Прошло часа два дежурства. Ничего. И тут рев самолета. Прямо над головой Самуила Яковлевича. Как машина подкралась к человеку - непонятно. Но прямо над головой ревет, даже вроде пикирует. В руках у Самуила Яковлевича большой совок - песочный, корзина с песком рядом, ведра с водой, кочерга неподалеку. Он же для зажигалок готовился и настраивался. А здесь самолет.

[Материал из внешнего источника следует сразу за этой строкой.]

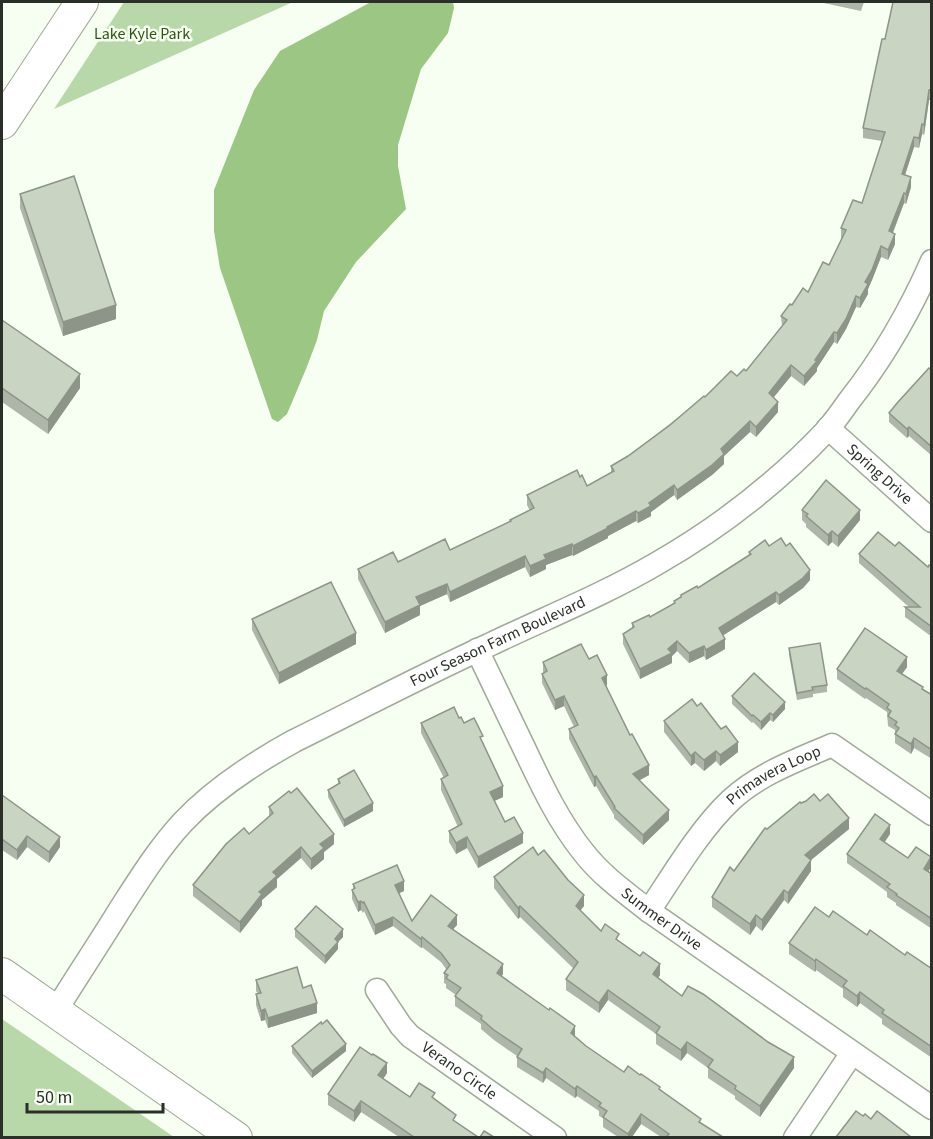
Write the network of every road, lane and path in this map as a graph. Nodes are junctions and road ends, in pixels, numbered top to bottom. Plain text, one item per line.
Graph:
1 (82, 2) edge
2 (2, 123) edge
3 (932, 261) edge
4 (828, 428) junction
5 (932, 521) edge
6 (477, 650) junction
7 (932, 814) edge
8 (649, 911) junction
9 (2, 974) edge
10 (376, 990) dead end
11 (55, 1012) junction
12 (852, 1053) junction
13 (932, 1108) edge
14 (236, 1137) edge
15 (555, 1137) edge
16 (795, 1137) edge

1 - 2 main road
3 - 4 street, Four Season Farm Boulevard
4 - 5 street, Spring Drive
4 - 6 street, Four Season Farm Boulevard
6 - 8 street, Summer Drive
6 - 11 street, Four Season Farm Boulevard
7 - 8 street, Primavera Loop
8 - 12 street, Summer Drive
9 - 11 main road
10 - 15 street, Verano Circle
11 - 14 main road
12 - 13 street, Summer Drive
12 - 16 street

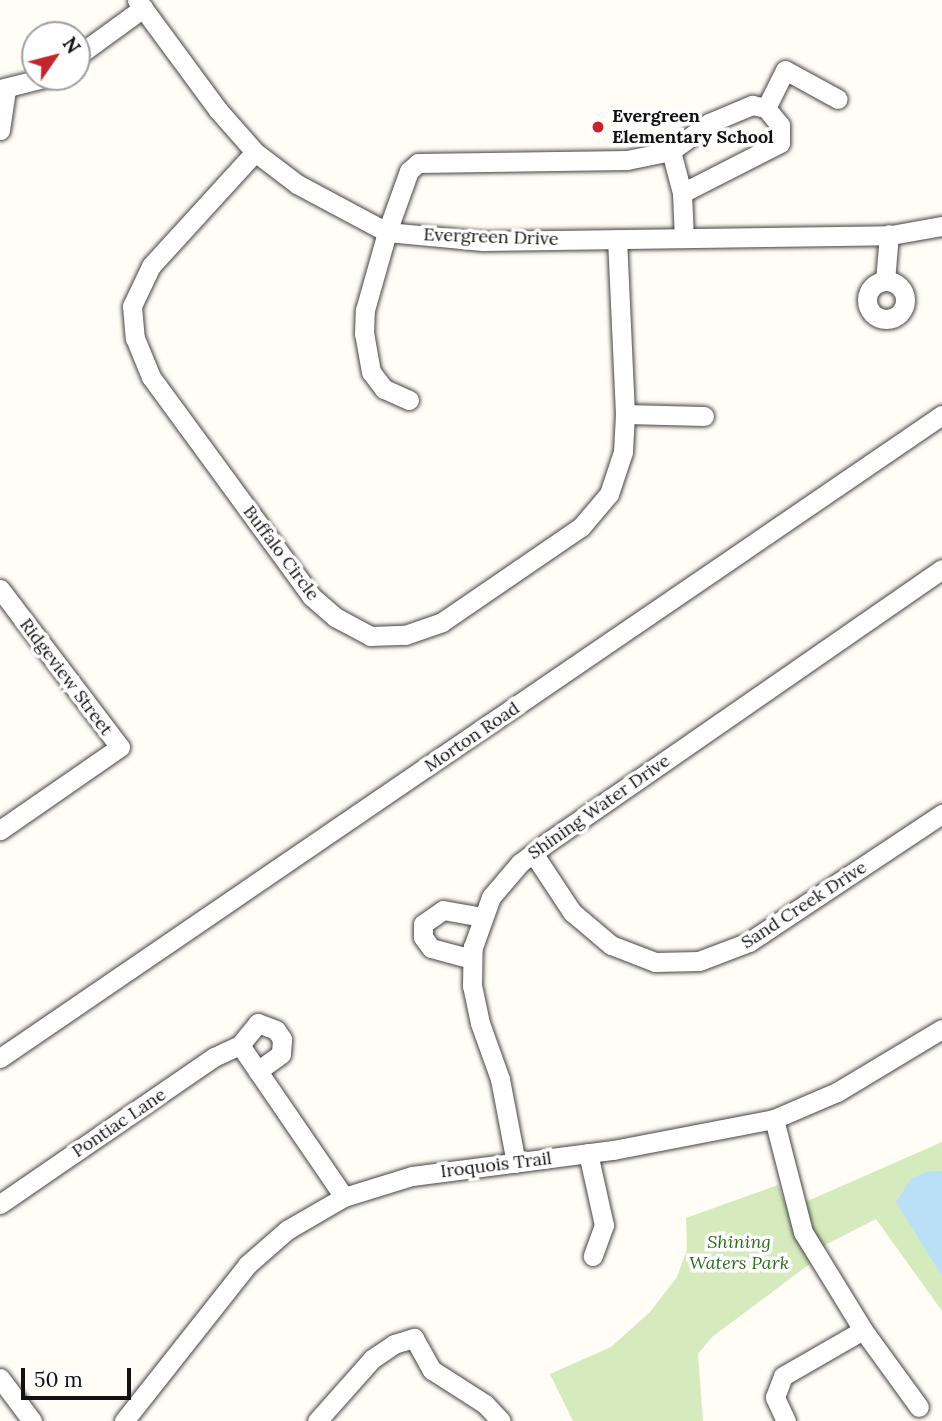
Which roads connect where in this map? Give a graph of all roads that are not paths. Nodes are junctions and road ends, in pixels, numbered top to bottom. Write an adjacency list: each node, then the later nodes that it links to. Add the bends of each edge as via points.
1 (140, 4): 2 (street); 8 (street, Evergreen Drive)
2 (91, 44)
3 (21, 85): 4 (street)
4 (3, 90): 7 (street)
5 (838, 99): 6 (street, via 785,70)
6 (766, 108): 9 (street, via 752,105 709,123); 10 (street, via 780,125 780,143)
7 (0, 130)
8 (255, 152): 12 (street, Evergreen Drive, via 298,184); 18 (street, Buffalo Circle, via 151,266 132,306 135,338 151,377 311,596 335,617 370,636 393,637 427,629 581,527 609,494 617,476)
9 (671, 152): 10 (street); 12 (street, via 627,160 418,163 409,171)
10 (682, 193): 14 (street)
11 (942, 226): 13 (street, Evergreen Drive)
12 (387, 232): 15 (street, Evergreen Drive, via 483,241); 17 (street, via 365,310 364,344 371,372 384,388)
13 (889, 234): 14 (street, Evergreen Drive); 16 (street)
14 (684, 238): 15 (street, Evergreen Drive)
15 (617, 239): 18 (street, Buffalo Circle)
16 (885, 281)
17 (410, 401)
18 (625, 414): 20 (street)
19 (942, 415): 30 (street, Morton Road)
20 (704, 416)
21 (942, 569): 25 (street, Shining Water Drive)
22 (0, 589): 24 (street, Ridgeview Street, via 120,747)
23 (942, 814): 25 (street, Sand Creek Drive, via 749,942 699,961 655,962 605,941 572,912)
24 (0, 830)
25 (533, 853): 26 (street, Shining Water Drive, via 505,878)
26 (481, 918): 27 (street, Shining Water Drive); 27 (street, via 443,910 423,924 423,937 431,948)
27 (472, 959): 34 (street, Shining Water Drive, via 474,1004 496,1062)
28 (942, 1029): 32 (street, Iroquois Trail, via 837,1092)
29 (240, 1045): 31 (street); 31 (street, Pontiac Lane, via 258,1023 276,1030 282,1040 281,1054); 36 (street, Pontiac Lane, via 214,1057)
30 (0, 1058)
31 (258, 1072): 35 (street)
32 (774, 1119): 33 (street, Iroquois Trail); 38 (street, via 798,1221)
33 (588, 1153): 34 (street, Iroquois Trail); 37 (street, via 604,1225)
34 (516, 1163): 35 (street, Iroquois Trail, via 412,1176)
35 (344, 1197): 43 (street, Iroquois Trail, via 287,1230 247,1265)
36 (0, 1205)
37 (593, 1256)
38 (863, 1329): 40 (street); 45 (street, via 783,1376 775,1397)
39 (0, 1378): 42 (street)
40 (919, 1406)
41 (497, 1419): 44 (street, via 432,1370 414,1338 394,1344 372,1359)
42 (32, 1421)
43 (124, 1421)
44 (317, 1421)
45 (786, 1421)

Надо заметить, что Юра часто без позволения ночью прибегал на крышу. Посмотреть, помочь. Самуил Яковлевич его гнал, но крыша большая, не прогонишь.
В тот самый момент, когда самолет куражился над Самуилом Яковлевичем, Юрка прыгал рядом и показывал язык немецкому асу.
Сколько кружил самолет над их головами - неизвестно. Покружил и дальше полетел. Только тогда Самуил Яковлевич пришел в себя. Совок отбросил, с силой, с грохотом. Руки над собой вскинул, кулаки сжал и прошептал: “Бог Исаака, Авраама, Израиля! Покарай его! Покарай его!”.
И в ту же минуту, средь ясного, как говорится, неба, прогремел гром, блеснула гроза - прямо огнем полыхнуло.
Юрка вцепился в Самуилов пиджачок, страшно. А Самуил Яковлевич кричит, машет кулаками в сторону улетевшего самолета: “Я проклинаю тебя! Я проклинаю тебя!”. И что-то подобное.